Could you filter the listing for lines with the word "Udogwu" and return them?

** SUPPLIED RECORDS **
_ _ _

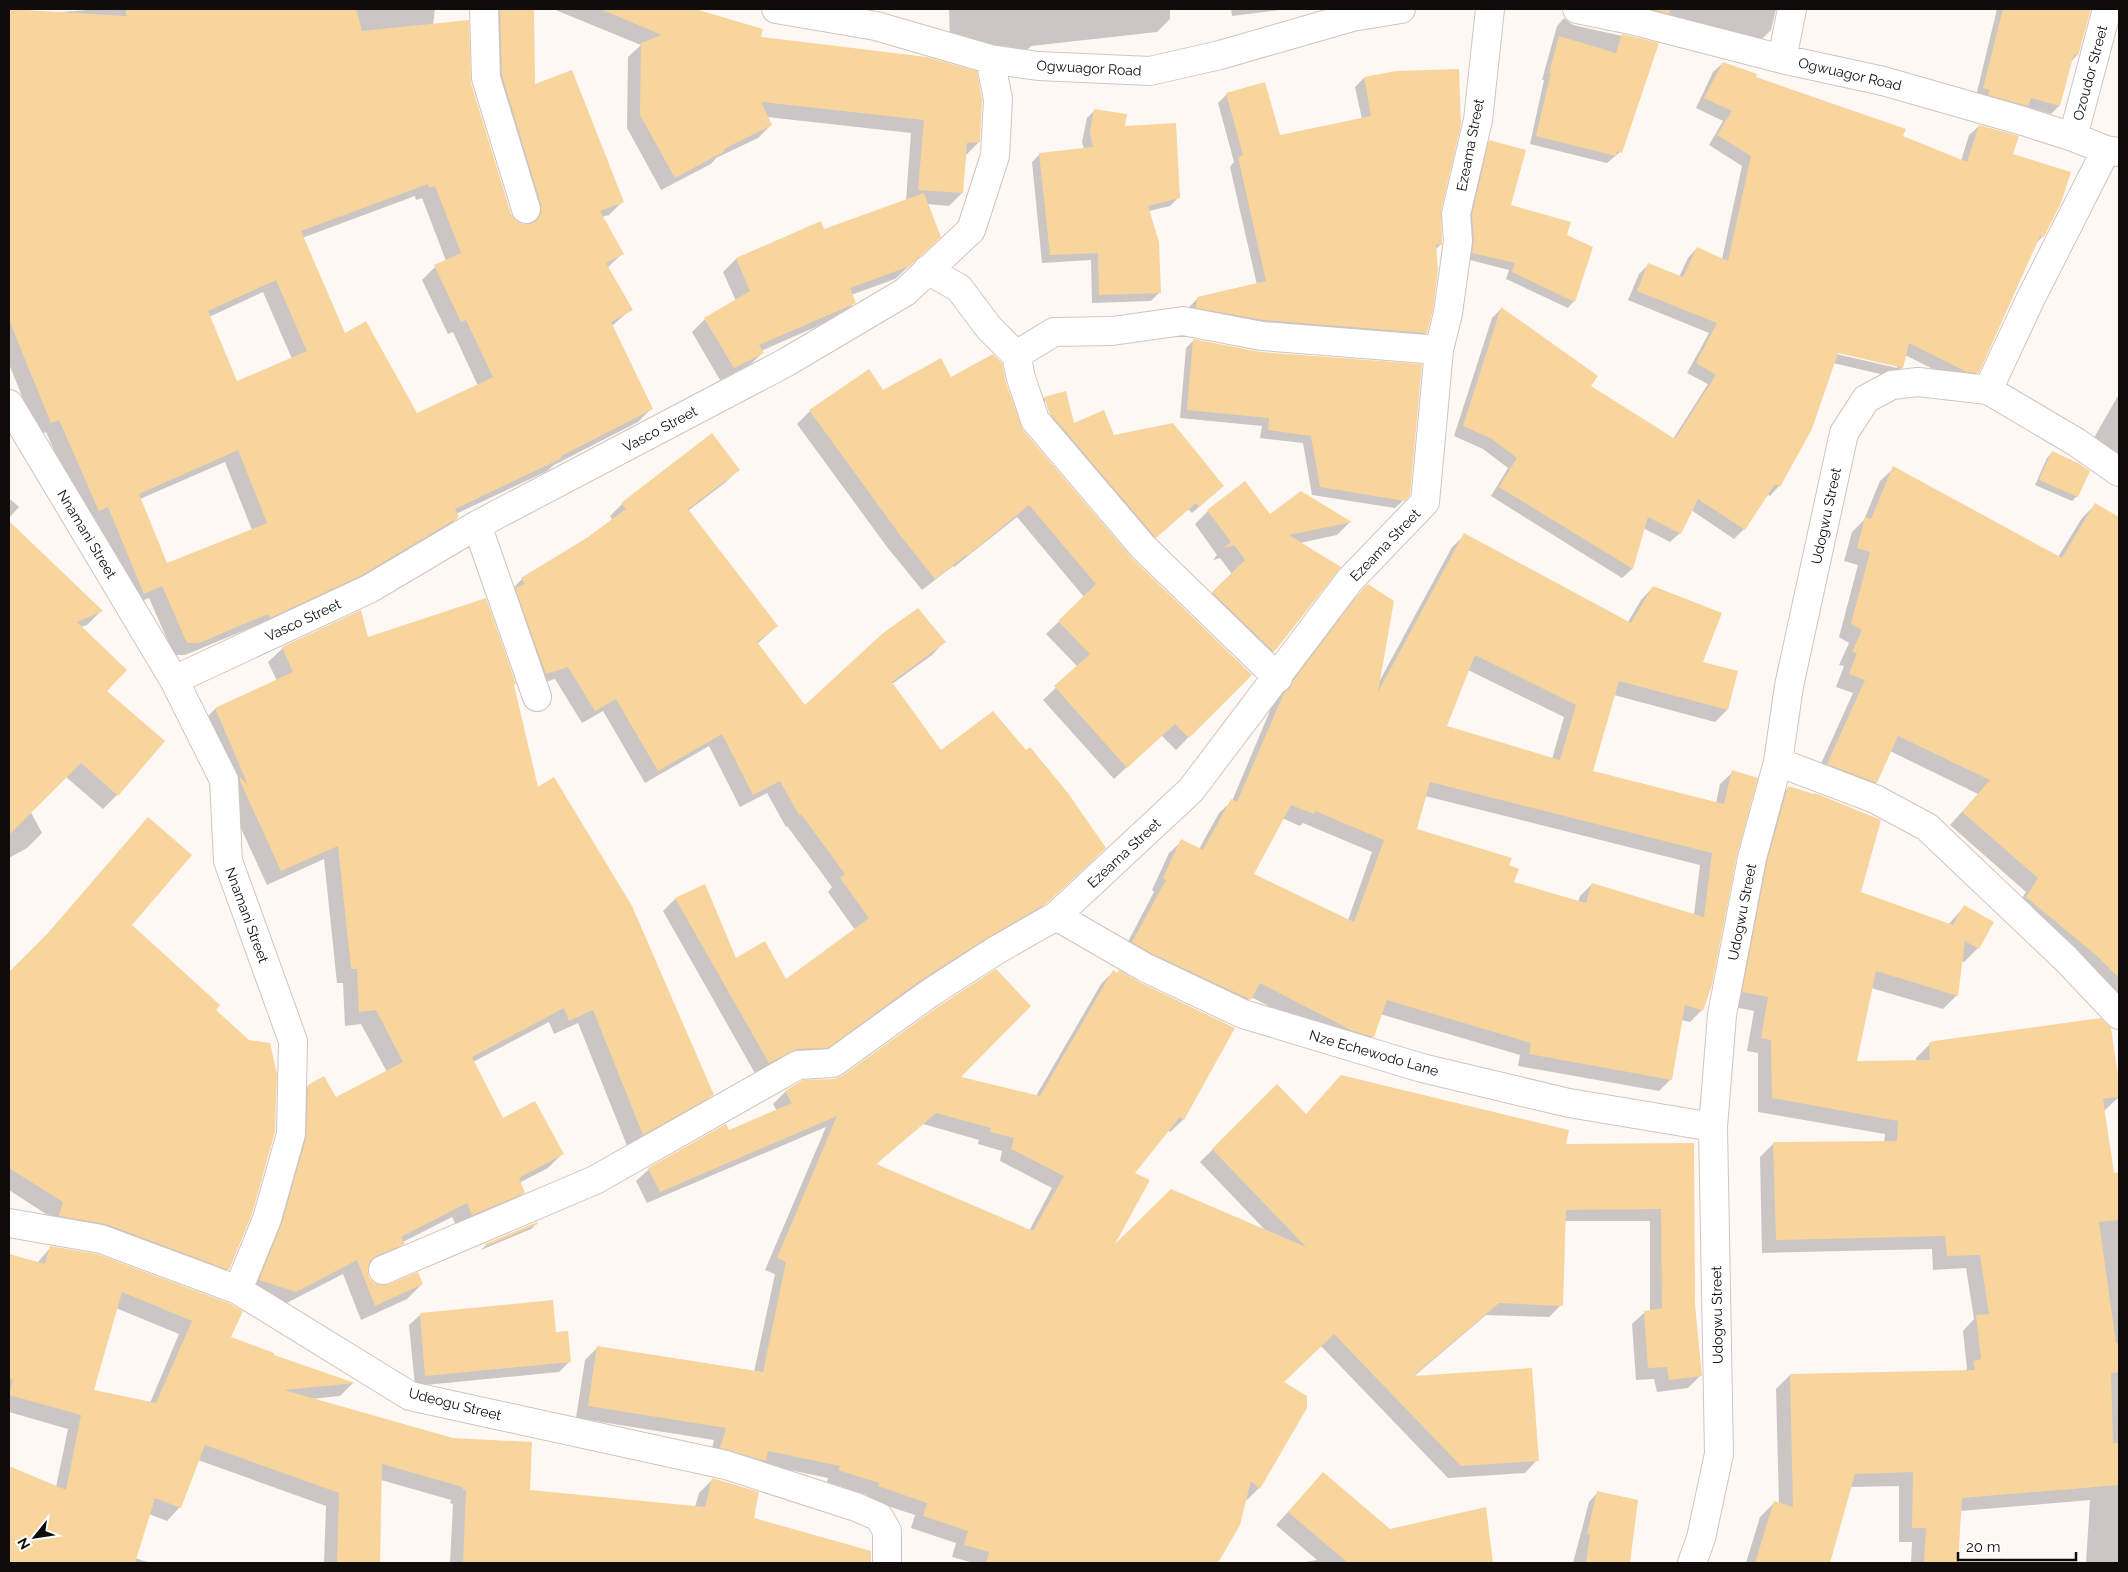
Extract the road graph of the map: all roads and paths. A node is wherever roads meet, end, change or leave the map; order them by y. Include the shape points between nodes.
1 (484, 9) edge
2 (776, 9) edge
3 (1401, 9) edge
4 (1490, 9) edge
5 (1577, 9) edge
6 (1792, 9) edge
7 (2107, 9) edge
8 (990, 59) junction
9 (1782, 59) junction
10 (2073, 137) junction
11 (2113, 151) edge
12 (526, 209) dead end
13 (927, 270) junction
14 (1439, 350) junction
15 (1016, 355) junction
16 (1988, 390) junction
17 (9, 404) edge
18 (2119, 472) edge
19 (477, 525) junction
20 (1278, 678) junction
21 (174, 680) junction
22 (537, 697) dead end
23 (1778, 762) junction
24 (1056, 916) junction
25 (2119, 1015) edge
26 (1713, 1128) junction
27 (9, 1223) edge
28 (384, 1270) dead end
29 (238, 1290) junction
30 (887, 1563) edge
31 (1692, 1563) edge

1 - 12 street via 486,78
2 - 8 street, Ogwuagor Road via 876,26
3 - 8 street, Ogwuagor Road via 1352,17 1220,55 1150,71 1038,66
4 - 14 street, Ezeama Street via 1478,120 1456,214 1458,241 1448,313
5 - 9 street, Ogwuagor Road
6 - 9 street
7 - 10 street, Ozoudor Street
8 - 13 street, Vasco Street via 998,99 995,156 971,230
9 - 10 street, Ogwuagor Road via 1883,80
10 - 11 street, Ogwuagor Road
11 - 16 street via 2030,300
13 - 15 street via 959,288 989,328
13 - 19 street, Vasco Street via 905,292 785,363
14 - 15 street via 1262,336 1183,321 1112,331 1054,332
14 - 20 street, Ezeama Street via 1425,502 1349,581
15 - 20 street via 1035,420 1143,547
16 - 18 street via 2076,442
16 - 23 street, Udogwu Street via 1918,382 1892,385 1866,399 1844,433 1789,686
17 - 21 street, Nnamani Street
19 - 21 street, Vasco Street via 369,589
19 - 22 street
20 - 24 street, Ezeama Street via 1191,790
21 - 29 street, Nnamani Street via 224,780 228,861 293,1041 291,1134 266,1219
23 - 25 street via 1875,799 1928,827 2066,959
23 - 26 street, Udogwu Street via 1752,858 1722,1015
24 - 26 street, Nze Echewodo Lane via 1146,968 1243,1014 1422,1068 1569,1104
24 - 28 street, Ezeama Street via 938,988 833,1063 798,1065 595,1180
26 - 31 street, Udogwu Street via 1719,1454 1701,1538
27 - 29 street, Udeogu Street via 101,1239
29 - 30 street, Udeogu Street via 410,1396 726,1465 856,1507 879,1517 887,1531

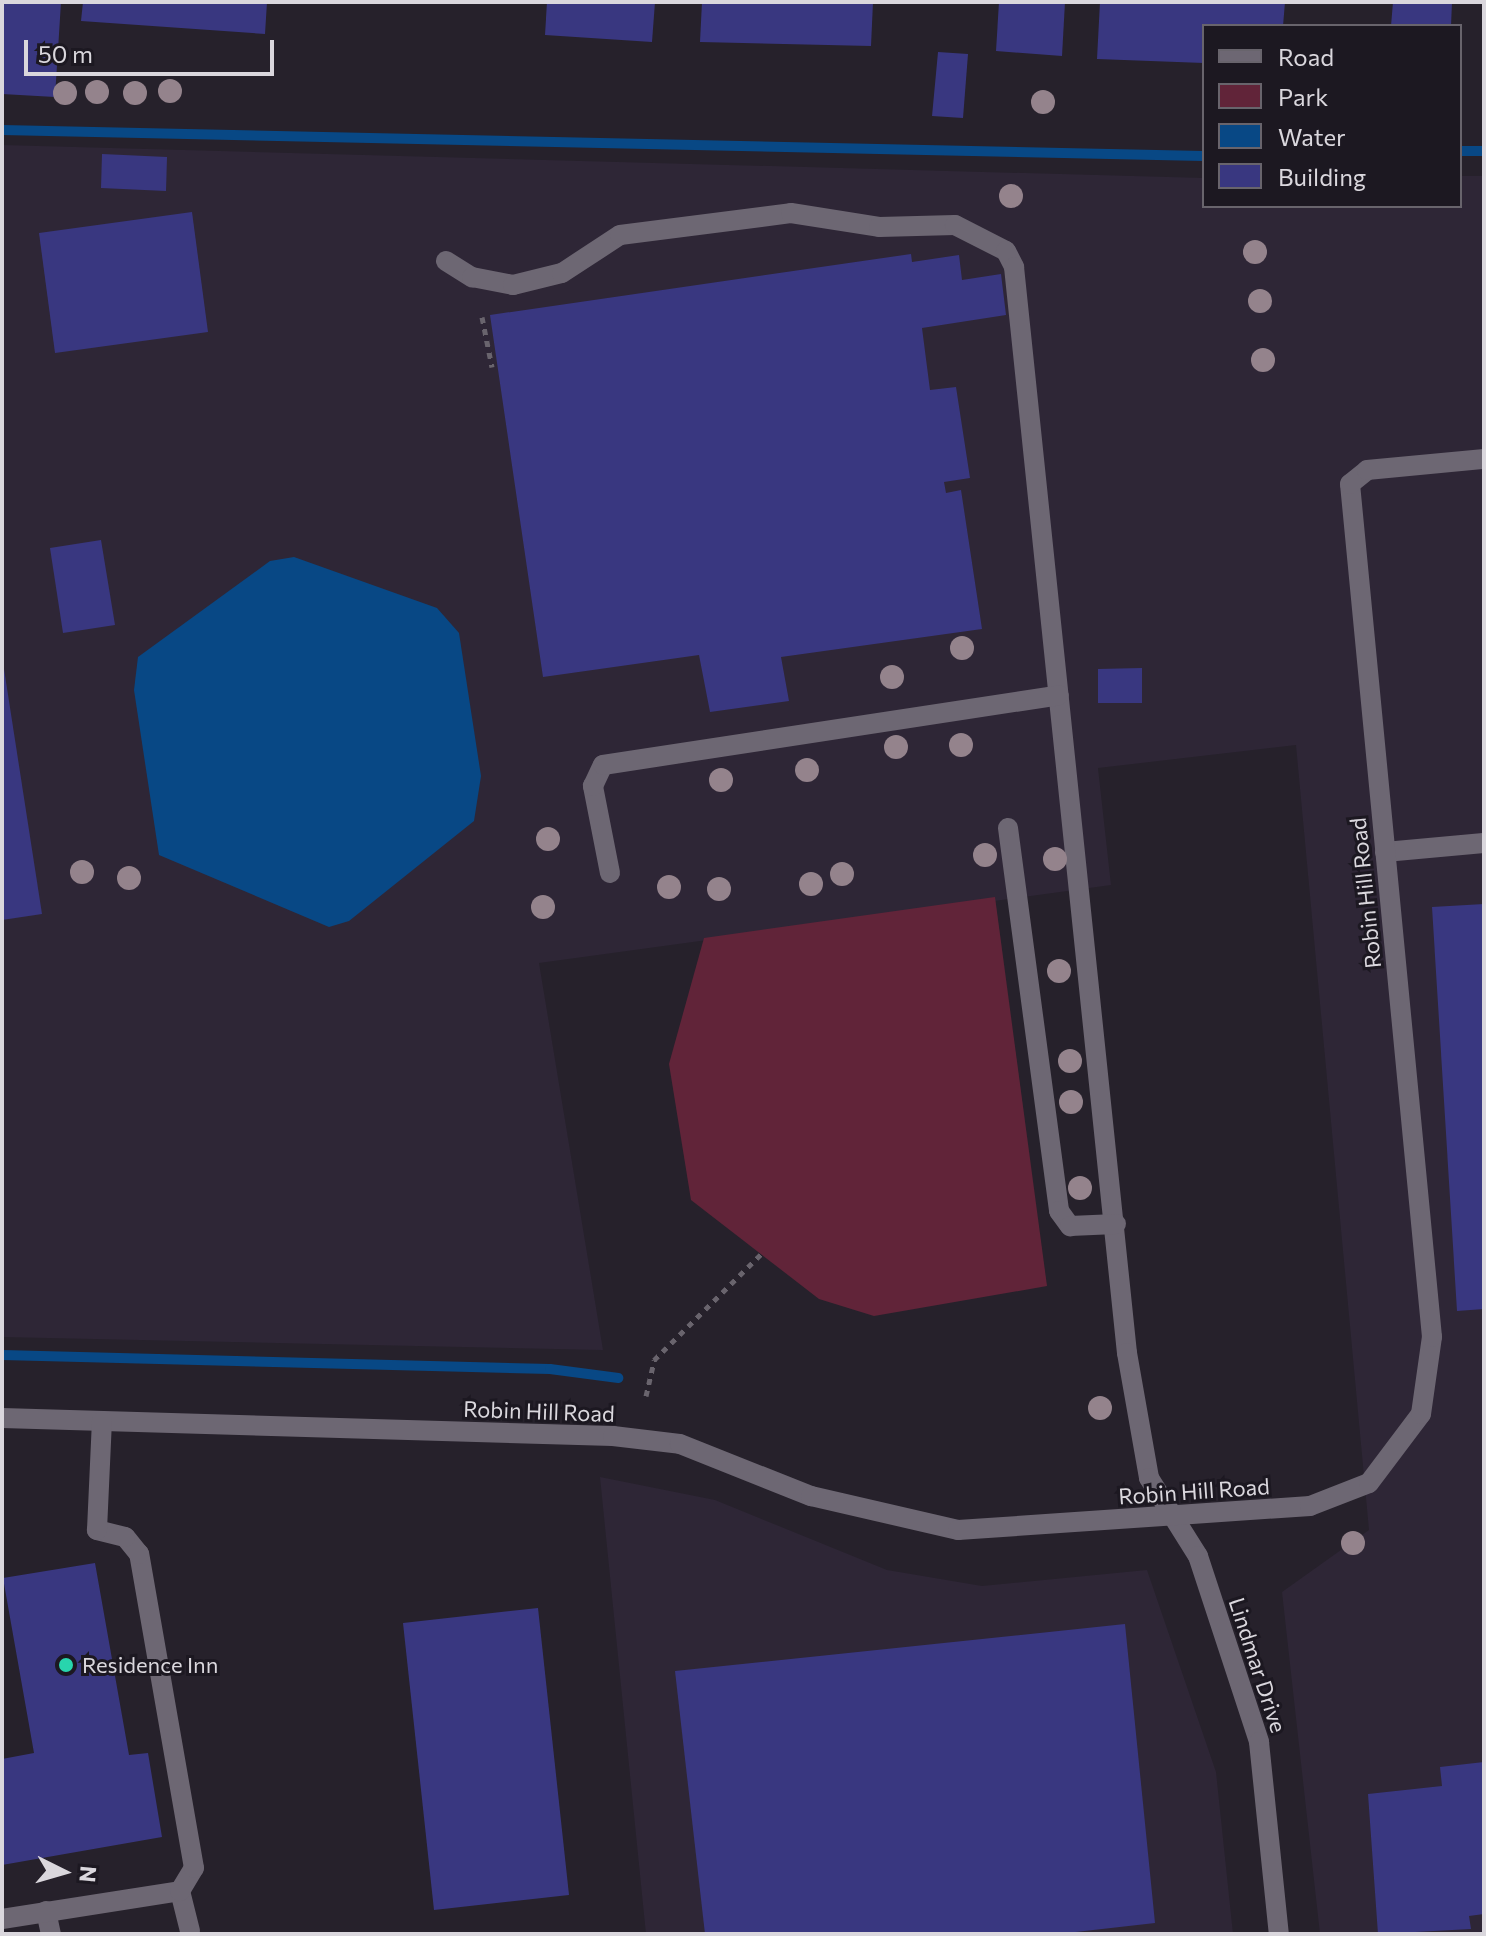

_ _ _

** YOUR SOLUTION **
16 - 23 street, Udogwu Street via 1918,382 1892,385 1866,399 1844,433 1789,686
23 - 26 street, Udogwu Street via 1752,858 1722,1015
26 - 31 street, Udogwu Street via 1719,1454 1701,1538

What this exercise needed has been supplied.